The Pandemic Paradox

“Normal is not something to aspire to. It’s something to get away from”

Jodie Foster

There’s a new vaccine for Covid-19. Yet not all marginalized communities have access to the vaccine. In addition, not all marginalized commuities feel safe or comfortable taking the vaccine after centuries of lawful experimentation and testing on Black and Indigenous bodies.

The vaccine also presents a reality I had hoped to avoid a while longer, but knew would come all too soon: people clamoring to return to their pre-Covid routines, post-quarantine. Extroverts to their parties and large gatherings; micro-managers to their offices and over their teams; overcrowding in public spaces. The requested and mapped out six feet of distance will, sadly, be a beautiful thing of the past.

It’s unfortunate that many of the lessons learned, and the light shone on things like giving the environment a break or what marginalized people face daily, will be gaslit away or distorted, like most violent, historical events.

However, I can’t be the only one who watches shows or movies now and thinks, “we really sardined our bodies up against complete strangers at concerts, inhaling each other’s spittle like no big deal.” Movie theaters? We somehow sat through two hours of close proximity to whole households with colds because…IMAX.
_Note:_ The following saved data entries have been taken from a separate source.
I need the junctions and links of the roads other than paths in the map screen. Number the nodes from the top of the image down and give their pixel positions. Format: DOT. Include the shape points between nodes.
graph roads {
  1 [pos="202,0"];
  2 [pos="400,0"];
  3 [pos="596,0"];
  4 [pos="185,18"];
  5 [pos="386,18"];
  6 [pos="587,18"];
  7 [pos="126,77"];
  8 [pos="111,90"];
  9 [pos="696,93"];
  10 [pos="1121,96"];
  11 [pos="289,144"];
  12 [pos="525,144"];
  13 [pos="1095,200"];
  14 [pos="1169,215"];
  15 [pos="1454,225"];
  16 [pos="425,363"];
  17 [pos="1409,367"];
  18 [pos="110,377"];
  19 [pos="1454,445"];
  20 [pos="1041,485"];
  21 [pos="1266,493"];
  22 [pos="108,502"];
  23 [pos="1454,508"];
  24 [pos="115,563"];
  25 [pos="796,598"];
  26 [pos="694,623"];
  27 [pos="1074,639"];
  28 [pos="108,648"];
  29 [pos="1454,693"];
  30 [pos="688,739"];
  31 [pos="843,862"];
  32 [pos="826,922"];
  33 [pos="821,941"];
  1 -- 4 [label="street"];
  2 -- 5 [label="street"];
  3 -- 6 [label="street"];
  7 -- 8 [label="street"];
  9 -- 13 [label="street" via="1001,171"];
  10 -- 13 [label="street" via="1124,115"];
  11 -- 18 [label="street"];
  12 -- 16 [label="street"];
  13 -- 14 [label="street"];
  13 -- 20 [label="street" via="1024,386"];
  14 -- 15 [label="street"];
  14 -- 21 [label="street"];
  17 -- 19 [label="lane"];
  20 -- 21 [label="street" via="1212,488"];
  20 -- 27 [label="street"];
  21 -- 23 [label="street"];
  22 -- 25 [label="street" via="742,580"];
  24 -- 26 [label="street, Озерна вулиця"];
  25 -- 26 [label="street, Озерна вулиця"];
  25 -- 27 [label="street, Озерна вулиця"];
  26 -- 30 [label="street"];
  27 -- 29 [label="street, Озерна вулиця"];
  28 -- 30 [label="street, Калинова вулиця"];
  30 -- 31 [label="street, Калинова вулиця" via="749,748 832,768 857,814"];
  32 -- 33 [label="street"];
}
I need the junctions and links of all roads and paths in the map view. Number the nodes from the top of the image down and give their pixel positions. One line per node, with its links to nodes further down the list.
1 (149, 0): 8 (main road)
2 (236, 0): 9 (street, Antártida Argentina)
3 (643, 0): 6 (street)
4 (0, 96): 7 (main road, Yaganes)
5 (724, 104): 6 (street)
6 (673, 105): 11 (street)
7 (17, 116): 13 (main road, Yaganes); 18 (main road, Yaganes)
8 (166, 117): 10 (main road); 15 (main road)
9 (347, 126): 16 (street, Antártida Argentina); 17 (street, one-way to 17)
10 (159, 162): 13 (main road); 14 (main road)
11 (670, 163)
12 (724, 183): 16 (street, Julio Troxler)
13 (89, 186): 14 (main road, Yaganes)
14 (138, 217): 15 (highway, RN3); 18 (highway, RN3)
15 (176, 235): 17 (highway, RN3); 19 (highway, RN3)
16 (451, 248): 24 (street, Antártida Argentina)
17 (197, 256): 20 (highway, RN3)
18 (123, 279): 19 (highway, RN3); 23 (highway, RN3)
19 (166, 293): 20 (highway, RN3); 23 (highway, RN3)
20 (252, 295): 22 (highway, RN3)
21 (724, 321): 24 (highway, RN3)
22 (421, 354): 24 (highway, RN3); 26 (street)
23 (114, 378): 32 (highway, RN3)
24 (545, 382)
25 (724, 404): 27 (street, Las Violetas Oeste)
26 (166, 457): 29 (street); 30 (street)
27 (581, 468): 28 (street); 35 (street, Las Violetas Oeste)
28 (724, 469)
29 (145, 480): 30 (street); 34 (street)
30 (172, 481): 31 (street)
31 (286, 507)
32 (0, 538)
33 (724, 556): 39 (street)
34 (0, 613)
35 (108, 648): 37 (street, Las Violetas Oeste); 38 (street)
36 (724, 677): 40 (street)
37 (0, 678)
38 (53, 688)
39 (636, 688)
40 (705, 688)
In my opinion, what constitutes as “normal” is based on a white, patriarchal social construct created in a class society and often accepted by others in order to justify our inequitable day to day lives. However, when something like a global pandemic literally shakes the foundation of this country and exposes who we are as people, how could anyone ever consider going back to a “pre-pandemic normal”? Knowing what we know now and after seeing some of the best and worst points of humanity should turn how we live our day to day lives on its head. Alas, many will go back to the familiar in fear, no matter how archaic it was. But I hope the momentum of change, unity, growth, and resistance we saw over the past year reverberates for generations to come.